Welcome to the English Baccalaureate

My first reaction on reading the Coalition government's new White Paper on Education was a massive sigh of relief, that some of the most pressing issues in state education today were about to be addressed. This was followed by a sigh of resignation, because my experience in state education suggests that there is a long way to go before most of it can be actually implemented. I'll talk about the quality of teaching and the new rules on exclusion in later articles. But where I really want to doff my cap is to the introduction of the English Baccalaureate.

The problem with setting targets is they then become what is managed. Having seen the 5 A*-C target take over Year 11 to the extent that the bottom 60 and top 60 students barely get noticed for the last 6 months there I am glad there is a new focus that might change the behaviour of some state schools.
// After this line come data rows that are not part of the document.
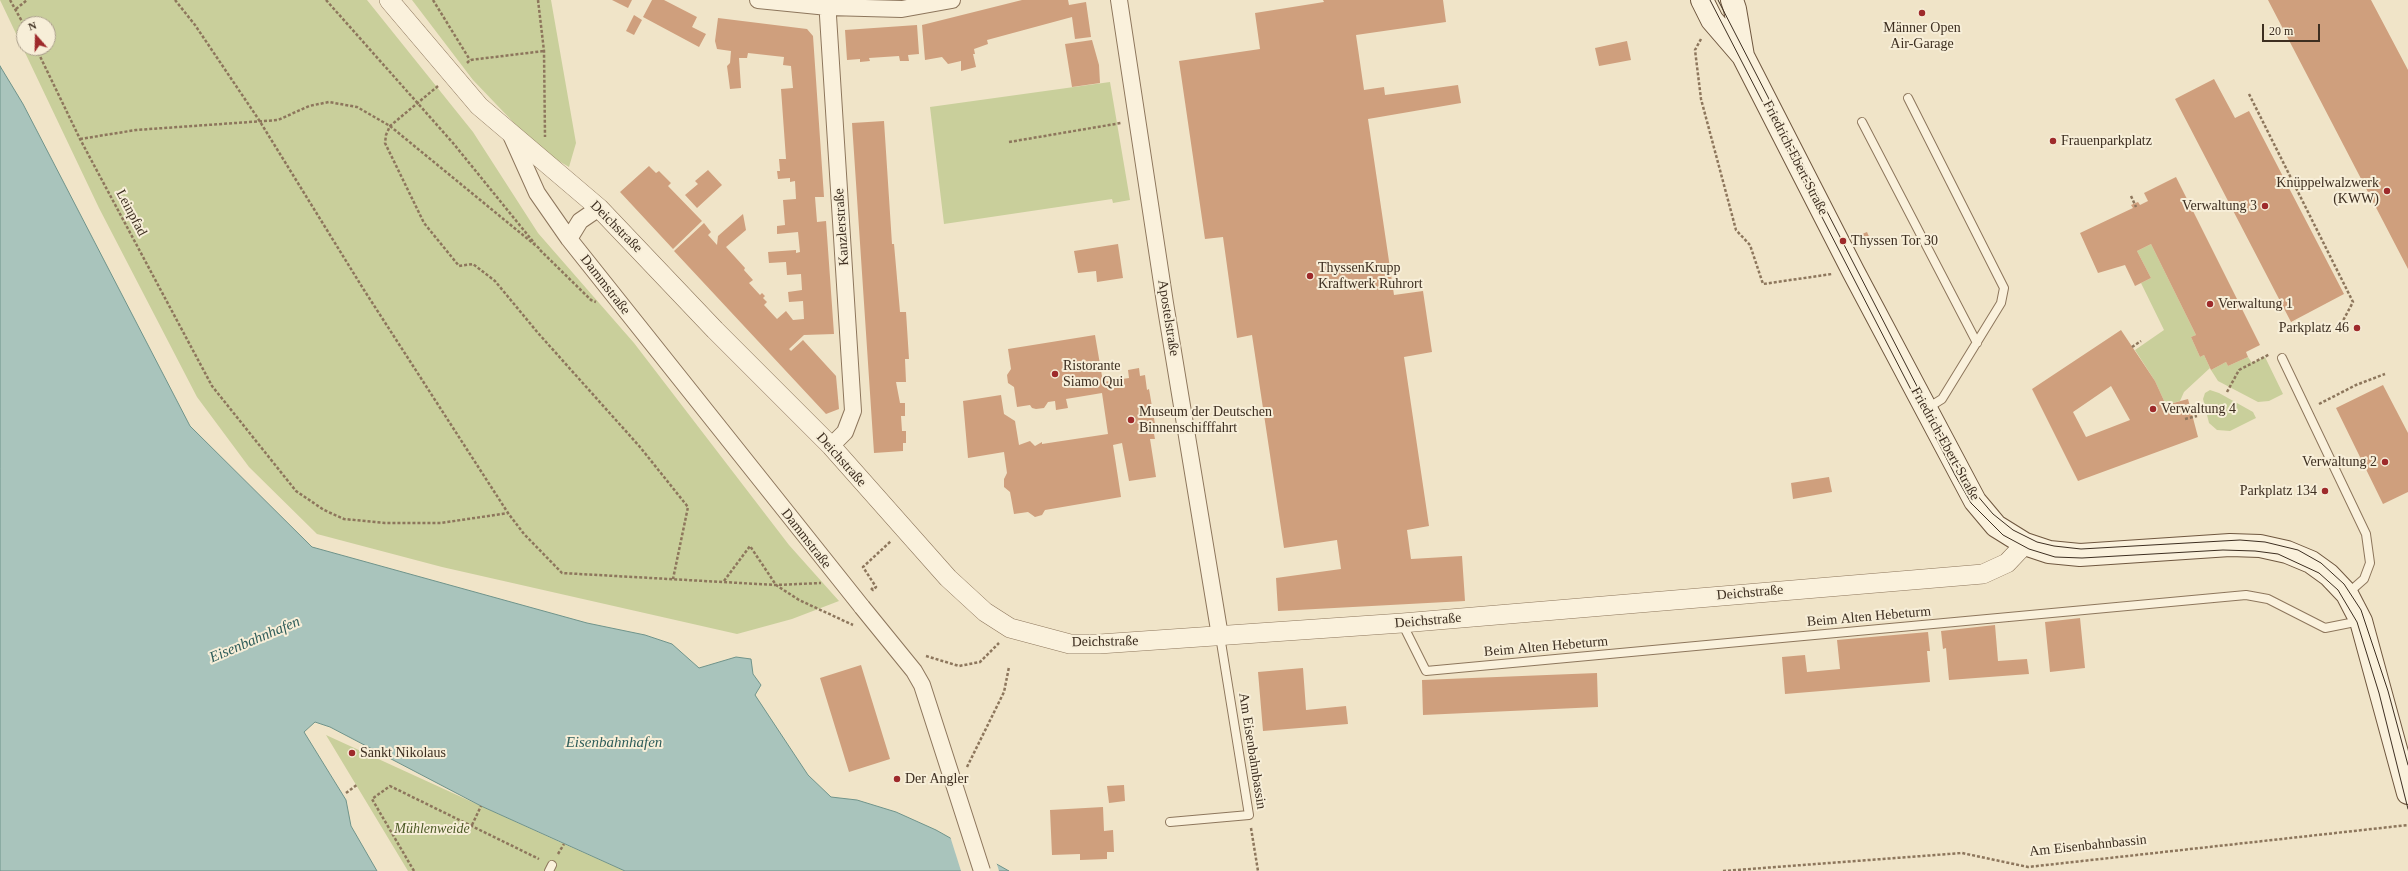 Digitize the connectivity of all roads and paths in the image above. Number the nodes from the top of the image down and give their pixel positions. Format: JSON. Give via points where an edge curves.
{"nodes":[{"id":1,"x":10,"y":0,"type":"edge"},
{"id":2,"x":27,"y":0,"type":"edge"},
{"id":3,"x":175,"y":0,"type":"edge"},
{"id":4,"x":326,"y":0,"type":"edge"},
{"id":5,"x":389,"y":0,"type":"edge"},
{"id":6,"x":432,"y":0,"type":"edge"},
{"id":7,"x":538,"y":0,"type":"edge"},
{"id":8,"x":758,"y":0,"type":"edge"},
{"id":9,"x":952,"y":0,"type":"edge"},
{"id":10,"x":1119,"y":0,"type":"edge"},
{"id":11,"x":1702,"y":0,"type":"edge"},
{"id":12,"x":1732,"y":0,"type":"edge"},
{"id":13,"x":827,"y":3,"type":"edge"},
{"id":14,"x":16,"y":9,"type":"junction"},
{"id":15,"x":20,"y":16,"type":"edge"},
{"id":16,"x":1712,"y":20,"type":"junction"},
{"id":17,"x":544,"y":51,"type":"junction"},
{"id":18,"x":40,"y":56,"type":"edge"},
{"id":19,"x":1743,"y":56,"type":"junction"},
{"id":20,"x":470,"y":60,"type":"junction"},
{"id":21,"x":451,"y":74,"type":"junction"},
{"id":22,"x":2249,"y":94,"type":"dead end"},
{"id":23,"x":1908,"y":98,"type":"dead end"},
{"id":24,"x":417,"y":103,"type":"junction"},
{"id":25,"x":259,"y":120,"type":"junction"},
{"id":26,"x":1137,"y":120,"type":"junction"},
{"id":27,"x":1862,"y":122,"type":"dead end"},
{"id":28,"x":390,"y":126,"type":"junction"},
{"id":29,"x":511,"y":135,"type":"junction"},
{"id":30,"x":80,"y":139,"type":"junction"},
{"id":31,"x":1009,"y":142,"type":"dead end"},
{"id":32,"x":545,"y":162,"type":"junction"},
{"id":33,"x":2131,"y":196,"type":"dead end"},
{"id":34,"x":2136,"y":206,"type":"dead end"},
{"id":35,"x":599,"y":208,"type":"junction"},
{"id":36,"x":569,"y":239,"type":"junction"},
{"id":37,"x":540,"y":249,"type":"junction"},
{"id":38,"x":1853,"y":271,"type":"junction"},
{"id":39,"x":598,"y":303,"type":"dead end"},
{"id":40,"x":2338,"y":330,"type":"dead end"},
{"id":41,"x":2141,"y":341,"type":"dead end"},
{"id":42,"x":1977,"y":343,"type":"junction"},
{"id":43,"x":2132,"y":347,"type":"dead end"},
{"id":44,"x":2272,"y":353,"type":"dead end"},
{"id":45,"x":2282,"y":358,"type":"dead end"},
{"id":46,"x":2385,"y":374,"type":"dead end"},
{"id":47,"x":2227,"y":392,"type":"dead end"},
{"id":48,"x":1926,"y":409,"type":"junction"},
{"id":49,"x":2306,"y":410,"type":"junction"},
{"id":50,"x":2197,"y":416,"type":"dead end"},
{"id":51,"x":2185,"y":419,"type":"dead end"},
{"id":52,"x":831,"y":446,"type":"junction"},
{"id":53,"x":508,"y":513,"type":"junction"},
{"id":54,"x":903,"y":530,"type":"junction"},
{"id":55,"x":2025,"y":544,"type":"junction"},
{"id":56,"x":673,"y":579,"type":"junction"},
{"id":57,"x":826,"y":583,"type":"dead end"},
{"id":58,"x":851,"y":594,"type":"junction"},
{"id":59,"x":2347,"y":594,"type":"junction"},
{"id":60,"x":2361,"y":621,"type":"junction"},
{"id":61,"x":1402,"y":623,"type":"junction"},
{"id":62,"x":1220,"y":636,"type":"junction"},
{"id":63,"x":1009,"y":667,"type":"dead end"},
{"id":64,"x":969,"y":763,"type":"dead end"},
{"id":65,"x":358,"y":784,"type":"dead end"},
{"id":66,"x":346,"y":793,"type":"dead end"},
{"id":67,"x":2408,"y":793,"type":"edge"},
{"id":68,"x":480,"y":806,"type":"dead end"},
{"id":69,"x":1249,"y":815,"type":"junction"},
{"id":70,"x":1170,"y":822,"type":"dead end"},
{"id":71,"x":472,"y":825,"type":"junction"},
{"id":72,"x":2408,"y":825,"type":"edge"},
{"id":73,"x":550,"y":868,"type":"edge"},
{"id":74,"x":1745,"y":870,"type":"edge"},
{"id":75,"x":414,"y":871,"type":"edge"},
{"id":76,"x":982,"y":871,"type":"edge"},
{"id":77,"x":1258,"y":871,"type":"edge"},
{"id":78,"x":1723,"y":871,"type":"edge"}],
"edges":[{"from":1,"to":14,"type":"path"},
{"from":2,"to":14,"type":"path"},
{"from":3,"to":25,"type":"path","via":[[195,25]]},
{"from":4,"to":24,"type":"path"},
{"from":5,"to":21,"type":"street","name":"Deichstraße"},
{"from":6,"to":20,"type":"path"},
{"from":7,"to":17,"type":"path"},
{"from":8,"to":13,"type":"street"},
{"from":9,"to":13,"type":"street","via":[[902,9]]},
{"from":10,"to":26,"type":"street","name":"Apostelstraße"},
{"from":11,"to":16,"type":"main road","name":"Friedrich-Ebert-Straße"},
{"from":12,"to":19,"type":"main road","name":"Friedrich-Ebert-Straße","via":[[1736,9]]},
{"from":13,"to":52,"type":"street","name":"Kanzlerstraße","via":[[854,411],[845,432]]},
{"from":14,"to":15,"type":"path"},
{"from":16,"to":19,"type":"main road","name":"Friedrich-Ebert-Straße"},
{"from":16,"to":38,"type":"path","via":[[1695,50],[1701,99],[1736,230],[1750,245],[1764,284]]},
{"from":17,"to":20,"type":"path"},
{"from":17,"to":32,"type":"path"},
{"from":18,"to":30,"type":"path","name":"Leinpfad"},
{"from":19,"to":38,"type":"main road","name":"Friedrich-Ebert-Straße"},
{"from":20,"to":21,"type":"path"},
{"from":21,"to":24,"type":"path"},
{"from":21,"to":29,"type":"street","name":"Deichstraße","via":[[479,106]]},
{"from":22,"to":40,"type":"path","via":[[2353,302]]},
{"from":23,"to":42,"type":"lane","via":[[2004,288],[2001,303]]},
{"from":24,"to":28,"type":"path"},
{"from":24,"to":37,"type":"path"},
{"from":25,"to":28,"type":"path","via":[[278,120],[309,106],[329,102],[357,107]]},
{"from":25,"to":30,"type":"path","via":[[136,130]]},
{"from":25,"to":53,"type":"path"},
{"from":26,"to":31,"type":"path"},
{"from":26,"to":62,"type":"street","name":"Apostelstraße"},
{"from":27,"to":42,"type":"lane"},
{"from":28,"to":37,"type":"path"},
{"from":28,"to":56,"type":"path","via":[[385,143],[424,224],[459,266],[473,264],[495,281],[640,447],[688,507]]},
{"from":29,"to":32,"type":"street","name":"Deichstraße"},
{"from":29,"to":36,"type":"street","name":"Dammstraße","via":[[537,192]]},
{"from":30,"to":53,"type":"path","name":"Leinpfad","via":[[212,386],[296,491],[324,510],[344,519],[386,523],[441,523]]},
{"from":32,"to":35,"type":"street","name":"Deichstraße"},
{"from":33,"to":34,"type":"path"},
{"from":35,"to":36,"type":"street","via":[[580,221]]},
{"from":35,"to":52,"type":"street","name":"Deichstraße","via":[[715,330]]},
{"from":36,"to":58,"type":"street","name":"Dammstraße"},
{"from":37,"to":39,"type":"path","via":[[590,300]]},
{"from":38,"to":48,"type":"main road","name":"Friedrich-Ebert-Straße"},
{"from":41,"to":43,"type":"path"},
{"from":42,"to":48,"type":"lane","via":[[1942,399]]},
{"from":44,"to":47,"type":"path","via":[[2239,370]]},
{"from":45,"to":49,"type":"lane"},
{"from":46,"to":49,"type":"path"},
{"from":48,"to":55,"type":"main road","name":"Friedrich-Ebert-Straße","via":[[1975,501],[1996,526]]},
{"from":49,"to":59,"type":"lane","via":[[2366,534],[2370,563],[2364,579]]},
{"from":50,"to":51,"type":"path"},
{"from":52,"to":54,"type":"street","name":"Deichstraße"},
{"from":53,"to":56,"type":"path","via":[[524,534],[562,573]]},
{"from":54,"to":58,"type":"path","via":[[863,568],[876,587],[873,590],[865,582]]},
{"from":54,"to":62,"type":"street","name":"Deichstraße","via":[[948,578],[985,612],[1016,630],[1070,644]]},
{"from":55,"to":59,"type":"main road","name":"Friedrich-Ebert-Straße","via":[[2049,552],[2080,555],[2230,545],[2260,546],[2287,552],[2311,562],[2329,575]]},
{"from":55,"to":61,"type":"street","name":"Deichstraße","via":[[2008,563],[1983,574]]},
{"from":56,"to":57,"type":"path","via":[[776,585]]},
{"from":58,"to":76,"type":"street","name":"Dammstraße","bridge":true,"via":[[914,671],[922,685]]},
{"from":59,"to":60,"type":"main road","name":"Friedrich-Ebert-Straße"},
{"from":60,"to":61,"type":"lane","name":"Beim Alten Hebeturm","via":[[2325,628],[2268,599],[2246,595],[1426,671]]},
{"from":60,"to":67,"type":"main road","name":"Friedrich-Ebert-Straße"},
{"from":61,"to":62,"type":"street","name":"Deichstraße"},
{"from":62,"to":69,"type":"lane","name":"Am Eisenbahnbassin"},
{"from":63,"to":64,"type":"path","via":[[1004,692]]},
{"from":65,"to":66,"type":"path"},
{"from":68,"to":71,"type":"path"},
{"from":69,"to":70,"type":"lane"},
{"from":69,"to":77,"type":"path","name":"Am Eisenbahnbassin"},
{"from":71,"to":73,"type":"path"},
{"from":71,"to":75,"type":"path","via":[[390,786],[372,799]]},
{"from":72,"to":74,"type":"path","name":"Am Eisenbahnbassin","via":[[2028,866],[1962,853]]},
{"from":74,"to":78,"type":"path","name":"Am Eisenbahnbassin"}]}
There is an academy in Liverpool who 2 years ago achieved 91% of its students getting 5A*-C grades but only 30% of those students got 5 A*-C including english and maths. How did that happen? Students in danger of not getting the 5 good GCSEs were put on GNVQ and BTEC courses which count as four GCSEs. They then have to get a merit to get a C in this 100% coursework course and that's four of their Cs. The Labour government attempted to deal with this by saying they were only going to note the 5 A*-Cs including English and Maths. But the problem was that they allowed non-academic subjects to have equal value in GCSE tables. This encouraged schools to meet their target by entering their students for "easier" vocational qualifications (from 2,300 in 2004 to 550,000 now). This may seem good for pupils and schools but for the long term it is incentivising the de-skilling of an entire generation of our young people.

But this measure still doesn't measure the academic quality of the GCSEs taken. The English Baccalaureate does. To get it - you need to have Cs and above in English, Maths, the sciences, a modern or classical foreign language and a humanity such as Geography or History. Here are some interesting facts on this:

a) Only 15% of all GCSE students attain 5 A*-C grades in the five 'core' subjects of English, Maths, a science, a language and a humanity.

b) Only 4% of pupils on free school meals achieve this.

For the United Kingdom plc this has led to a generation of school pupils with no foreign language at GCSE, without an individual science and without an individual humanity.I'll leave it to Michael Gove - Education secretary, to comment on this:

“That really concerns me, not just because it’s bad for our economic position in the future, it actually is depriving young people of the thing that they should get from education, which is a rounded sense of how to understand this world in all its complexity and richness.”

Quite.

1 comment:

  1. It's all well and good that the coalition is concerned about these 5 'core' subjects but don't you think that Gove is ignoring the importance of creative courses such as music, drama, and art.
    Surely an understanding of the creative process and encouraging the beauty and the fulfillment entailed by studying an artform is being ignored by Gove. The coalition i believe can be commended in some parts for trying to encourage these 5 'core' subjects to be taught in schools, but they government is being incredibly shortsighted in not realising that some people are less adept to these academic subjects and they would be much more inspired by being part of a creative subject.